What should be taken into consideration?
For buyers, leadership is no longer defined by aggregation breadth alone. The real differentiator lies in operational AI, orchestration, and payment-first capabilities that reduce friction, improve conversion, and shorten time-to-value. Buyers should prioritize vendors that combine PSD2/PSD3 compliance with future-ready orchestration, strong developer ecosystems, and AI-driven enrichment.
For vendors, the mandate is clear: payment orchestration is now table stakes, and composability must extend beyond banking APIs into ERP, eCommerce, and risk systems. Building regional partnerships and modular ecosystems will be as important as technology maturity in sustaining quadrant leadership.

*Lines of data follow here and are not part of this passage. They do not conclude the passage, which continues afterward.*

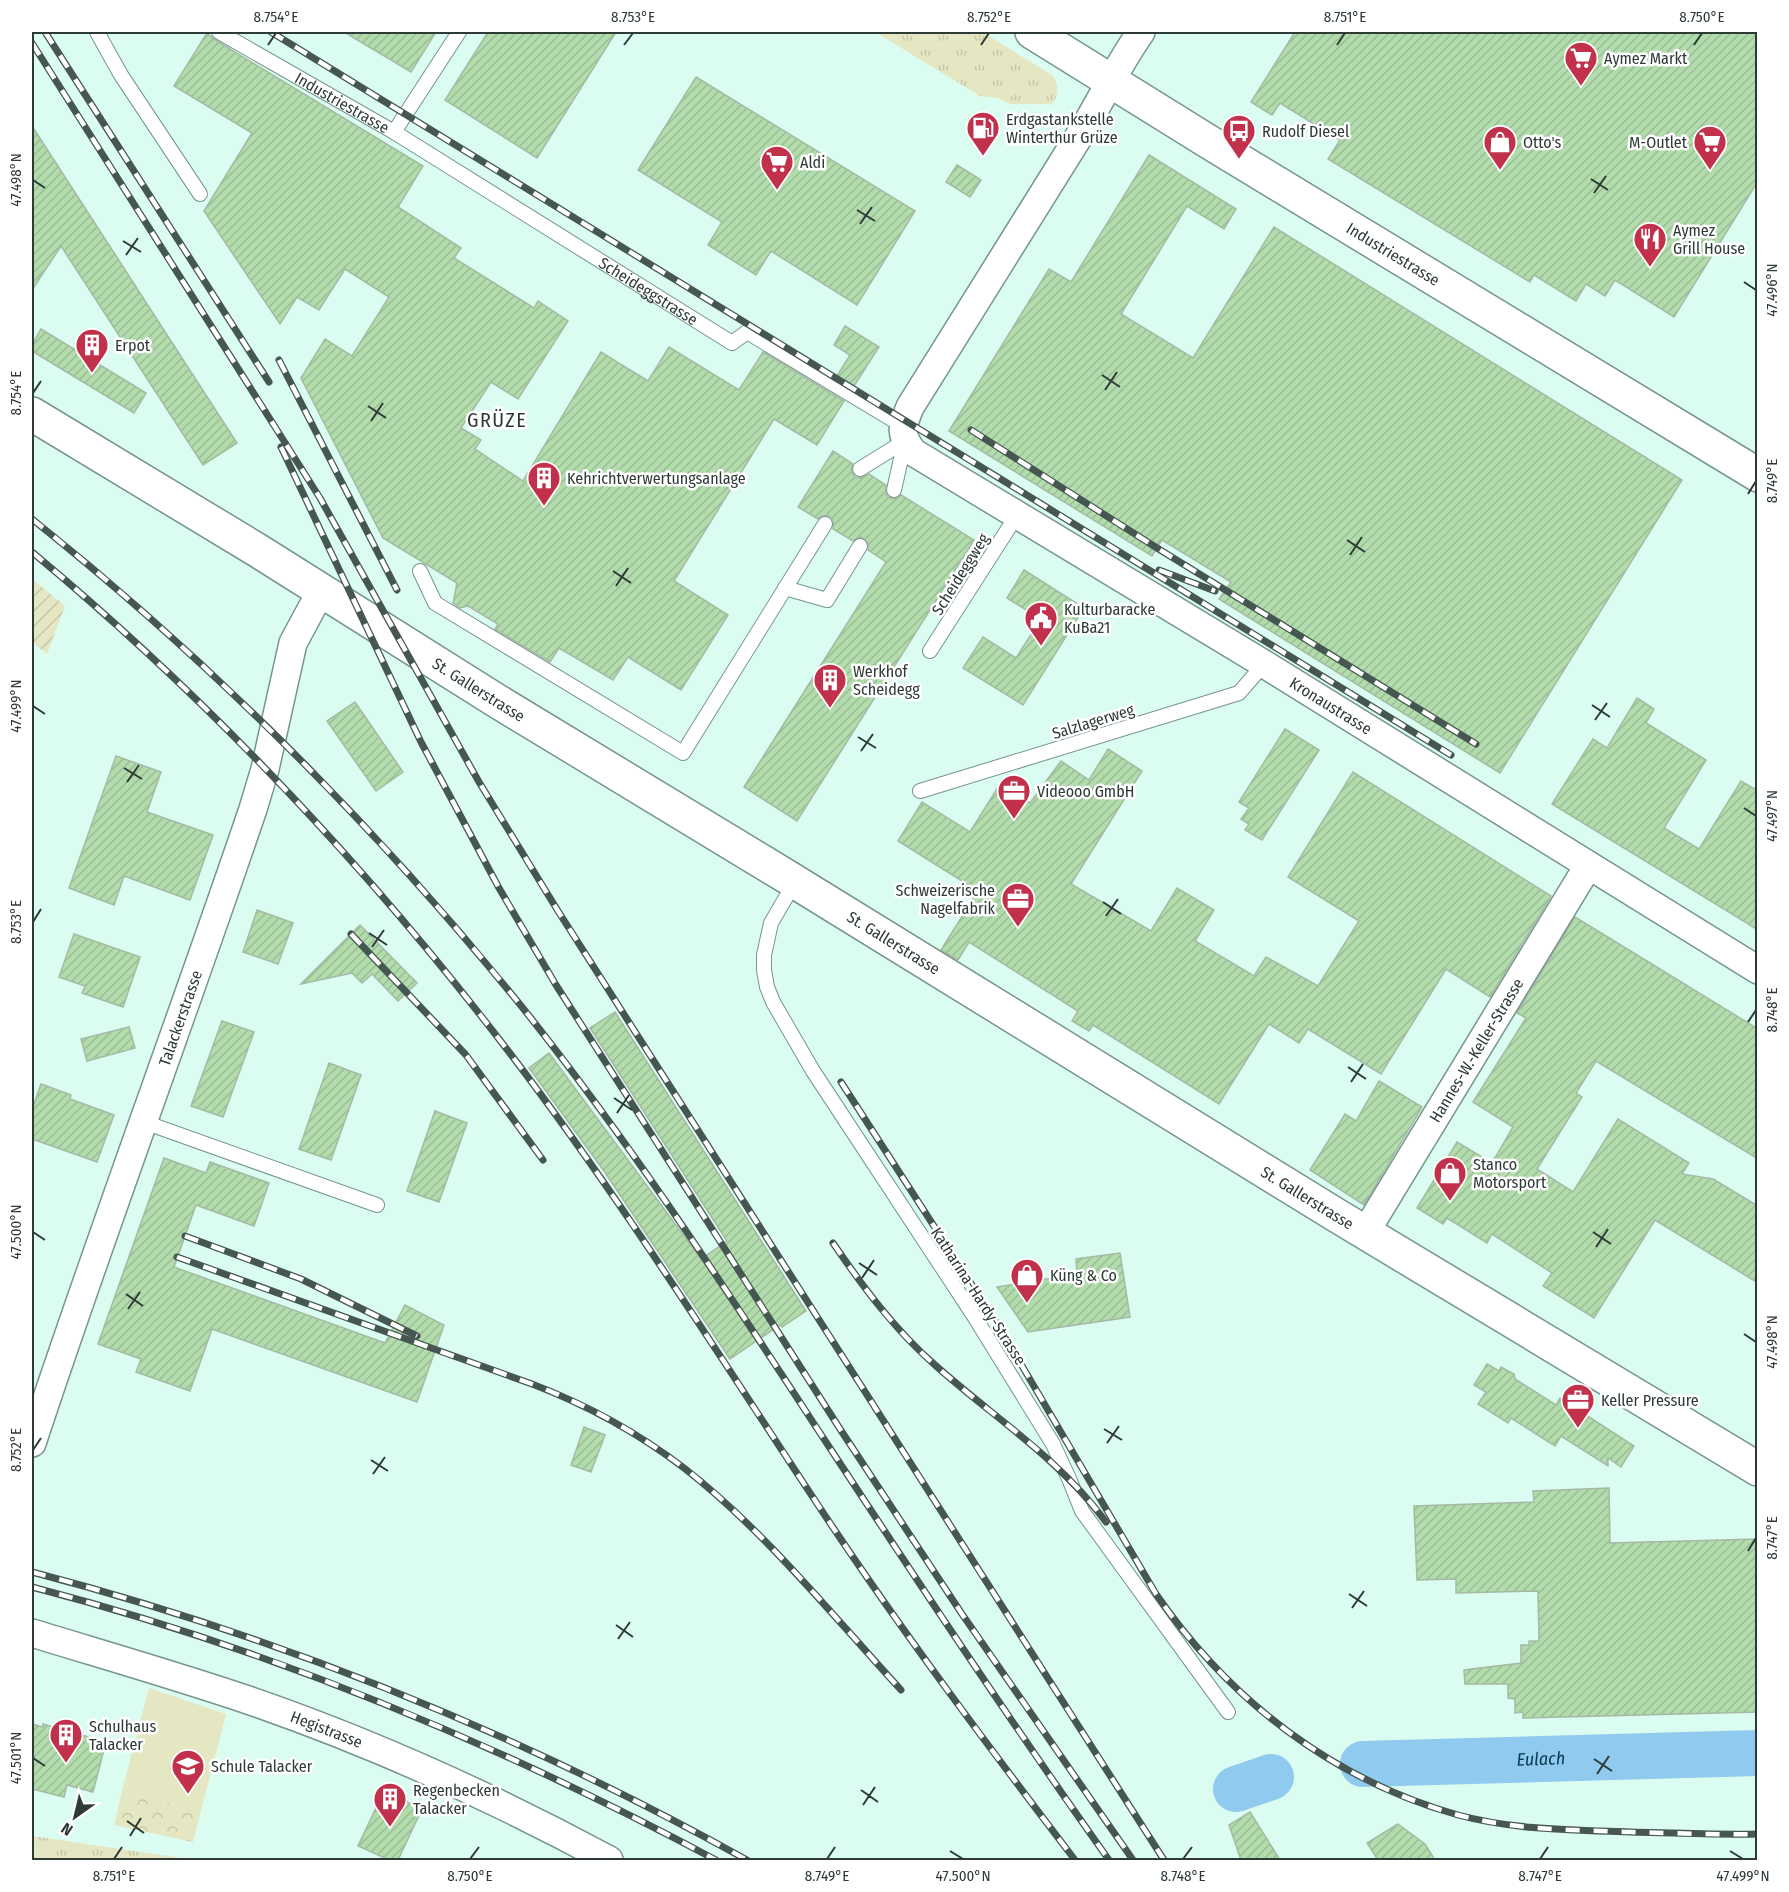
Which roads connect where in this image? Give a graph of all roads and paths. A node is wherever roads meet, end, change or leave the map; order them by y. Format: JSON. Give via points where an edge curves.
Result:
{"nodes":[{"id":1,"x":97,"y":32,"type":"edge"},
{"id":2,"x":219,"y":32,"type":"edge"},
{"id":3,"x":459,"y":32,"type":"edge"},
{"id":4,"x":1032,"y":32,"type":"edge"},
{"id":5,"x":1141,"y":32,"type":"edge"},
{"id":6,"x":1112,"y":81,"type":"junction"},
{"id":7,"x":394,"y":132,"type":"junction"},
{"id":8,"x":200,"y":194,"type":"dead end"},
{"id":9,"x":32,"y":414,"type":"edge"},
{"id":10,"x":904,"y":434,"type":"junction"},
{"id":11,"x":860,"y":469,"type":"dead end"},
{"id":12,"x":1758,"y":475,"type":"edge"},
{"id":13,"x":894,"y":490,"type":"dead end"},
{"id":14,"x":1017,"y":515,"type":"junction"},
{"id":15,"x":825,"y":524,"type":"dead end"},
{"id":16,"x":860,"y":546,"type":"dead end"},
{"id":17,"x":420,"y":571,"type":"dead end"},
{"id":18,"x":785,"y":588,"type":"junction"},
{"id":19,"x":321,"y":591,"type":"junction"},
{"id":20,"x":930,"y":651,"type":"dead end"},
{"id":21,"x":1264,"y":664,"type":"junction"},
{"id":22,"x":920,"y":791,"type":"dead end"},
{"id":23,"x":1588,"y":866,"type":"junction"},
{"id":24,"x":795,"y":882,"type":"junction"},
{"id":25,"x":1758,"y":970,"type":"edge"},
{"id":26,"x":144,"y":1122,"type":"junction"},
{"id":27,"x":377,"y":1205,"type":"dead end"},
{"id":28,"x":1365,"y":1233,"type":"junction"},
{"id":29,"x":32,"y":1440,"type":"edge"},
{"id":30,"x":1758,"y":1469,"type":"edge"},
{"id":31,"x":32,"y":1633,"type":"edge"},
{"id":32,"x":1228,"y":1712,"type":"dead end"},
{"id":33,"x":609,"y":1860,"type":"edge"}],
"edges":[{"from":1,"to":8,"type":"lane"},
{"from":2,"to":7,"type":"lane","name":"Industriestrasse"},
{"from":3,"to":7,"type":"lane","name":"Industriestrasse"},
{"from":4,"to":6,"type":"main road","name":"Industriestrasse"},
{"from":5,"to":6,"type":"street","via":[[1119,63]]},
{"from":6,"to":10,"type":"street","via":[[910,407]]},
{"from":6,"to":12,"type":"main road","name":"Industriestrasse"},
{"from":7,"to":10,"type":"lane","name":"Scheideggstrasse","via":[[732,343],[747,332]]},
{"from":9,"to":19,"type":"main road","name":"St. Gallerstrasse"},
{"from":10,"to":11,"type":"lane"},
{"from":10,"to":13,"type":"lane"},
{"from":10,"to":14,"type":"street","name":"Kronaustrasse","via":[[913,452]]},
{"from":14,"to":20,"type":"lane","name":"Scheideggweg"},
{"from":14,"to":21,"type":"street","name":"Kronaustrasse"},
{"from":15,"to":18,"type":"lane"},
{"from":16,"to":18,"type":"lane","via":[[827,600]]},
{"from":17,"to":18,"type":"lane","via":[[435,603],[683,753]]},
{"from":19,"to":24,"type":"main road","name":"St. Gallerstrasse"},
{"from":19,"to":26,"type":"street","name":"Talackerstrasse","via":[[293,643],[253,809]]},
{"from":21,"to":22,"type":"lane","name":"Salzlagerweg","via":[[1239,693]]},
{"from":21,"to":23,"type":"street","name":"Kronaustrasse"},
{"from":23,"to":25,"type":"street","name":"Kronaustrasse"},
{"from":23,"to":28,"type":"street","name":"Hannes-W.-Keller-Strasse"},
{"from":24,"to":28,"type":"main road","name":"St. Gallerstrasse"},
{"from":24,"to":32,"type":"lane","name":"Katharina-Hardy-Strasse","via":[[771,923],[764,955],[767,987],[773,1002],[813,1071],[1053,1444],[1082,1511]]},
{"from":26,"to":27,"type":"lane"},
{"from":26,"to":29,"type":"street","name":"Talackerstrasse"},
{"from":28,"to":30,"type":"main road","name":"St. Gallerstrasse"},
{"from":31,"to":33,"type":"street","name":"Hegistrasse","via":[[193,1682],[316,1726],[464,1787]]}]}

According to Pradnya Gugale, Principal Analyst at QKS Group,
“Open Banking Intermediaries play a pivotal role in bridging financial institutions, third-party providers, and end-users by facilitating seamless and secure access to banking data through APIs, enabling the creation of innovative financial solutions, such as personalized lending, real-time payment processing, and advanced financial management tools. Modern open banking intermediaries leverage technologies like AI, ML, and data encryption to ensure compliance with regulatory frameworks, enhance data security, and deliver frictionless user experiences. By providing connectivity across diverse banking systems, they empower fintechs, SMBs, and enterprises to innovate, drive customer engagement, and unlock new revenue streams in the rapidly evolving financial ecosystem.”
Conclusion
The 2024 SPARK Matrix for open banking intermediaries redefines leadership around orchestration, AI, and payments. Vendors that scaled beyond aggregation into payment-first, ecosystem-ready platforms advanced; those that remained narrow lost ground. Leadership now means owning the transaction journey end-to-end while delivering measurable time-to-value.